5.2 BFN-(SP)\(^{2t-1}\)S and BFN-(SP)\(^{2t}\)S

The right side of Fig. 4 shows a 6-round iterative path for BFN-(SP)\(^{2t-1}\)S that maps \((0, \Delta )\) to \((0, \Delta )\). There does not exist a simple 3-round iterative path, since the output difference of the F-function will be \(\nabla (\Delta )\) when the input difference of F-function is \(\Delta (\nabla )\). However, those become iterative when considered over 6 rounds. The paths shown in the figure provide \(2t\mathcal {B}\) active S-boxes for 3 rounds and prove the tightness of the bounds proven in Theorem 5. Figure 5 shows a 3-round iterative path for BFN-(SP)\(^{2t}\)S that attains the lower bounds proven in Theorem 6.

5.3 BFN-SP

The paths of Fig. 6 for BFN-SP consist of iterative paths and an additional path. In the case of \((4R+3)\) rounds, the tightness is easily proven by the right side of Fig. 6. In the other cases (\(4R\), \(4R+1\) and \(4R+2\) rounds), paths consist of some consecutive 4-round iterative paths on the left and one 4-round additional path in the center of Fig. 6. Each path for \(4R\) rounds consists of \((R-1)\) consecutive 4-round iterative paths and one 4-round additional path. Also paths for \(4R+1\) and \(4R+2\) rounds consist of \(R\) consecutive 4-round iterative paths and one 4-round additional path. For example, a path for 12 rounds of BFN-SP consists of two consecutive 4-round iterative paths followed by one 4-round additional path. Similarly, a path for 13 rounds consists of three 4-round iterative paths (12 rounds) followed by the first one round of the 4-round additional path (1 round).
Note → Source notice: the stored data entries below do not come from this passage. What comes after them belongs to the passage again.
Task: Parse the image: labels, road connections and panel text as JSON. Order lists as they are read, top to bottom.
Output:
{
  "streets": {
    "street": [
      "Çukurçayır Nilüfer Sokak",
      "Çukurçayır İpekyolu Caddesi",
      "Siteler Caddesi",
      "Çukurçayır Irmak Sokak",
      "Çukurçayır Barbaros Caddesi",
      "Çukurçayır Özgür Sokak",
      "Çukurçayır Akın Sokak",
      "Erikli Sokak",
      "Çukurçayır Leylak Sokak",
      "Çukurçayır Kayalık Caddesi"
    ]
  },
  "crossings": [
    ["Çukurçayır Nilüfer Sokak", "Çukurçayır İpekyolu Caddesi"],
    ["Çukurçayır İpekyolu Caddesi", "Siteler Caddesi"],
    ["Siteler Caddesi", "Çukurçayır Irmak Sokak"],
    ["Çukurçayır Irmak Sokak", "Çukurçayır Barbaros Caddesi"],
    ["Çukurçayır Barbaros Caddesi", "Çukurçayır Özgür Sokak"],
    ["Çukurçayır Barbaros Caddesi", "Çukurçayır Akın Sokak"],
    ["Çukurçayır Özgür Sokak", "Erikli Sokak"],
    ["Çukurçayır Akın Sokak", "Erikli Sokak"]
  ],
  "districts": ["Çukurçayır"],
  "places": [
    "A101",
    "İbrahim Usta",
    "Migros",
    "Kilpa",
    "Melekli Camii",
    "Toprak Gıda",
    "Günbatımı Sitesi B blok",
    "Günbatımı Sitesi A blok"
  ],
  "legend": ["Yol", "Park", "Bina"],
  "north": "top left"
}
5.4 BFN-(SP)\(^{2t+1}\), \(t > 0\)

Figure 7 shows a 6-round iterative path that attains the bounds proven in Theorem 3. The path starting from the \(i\)-th round shows the tightness for \(3R+1\) and \(3R+2\) rounds. The path starting from the \((i+2)\)-th round shows the tightness for \(3R\) rounds.

6 Optimality

In this section, it is proven that BFN-SPS and BFN-SPSP are the most efficient with respect to the efficiency metric \(E_m\) of Definition 5. Recall that \(E_m\) shows the ratio between active S-boxes and all S-boxes when the number of rounds is sufficiently large. Table 2 contains the computation of \(E_m\) for the different BFNs in question. The optimality result is formulated as follows.

Theorem 7

When instantiated with MDS matrices for \(m\ge 2\), BFN-(SP)\(^{2t}\) and BFN-(SP)\(^{2t-1}\)S provide a higher or equal proportion of active S-boxes than BFN-SP, BFN-(SP)\(^{2t+1}\) and BFN-(SP)\(^{2t}\)S for any number \(t\) of layers. Thus, BFN-SPSP and BFN-SPS are optimal with respect to \(E_m\).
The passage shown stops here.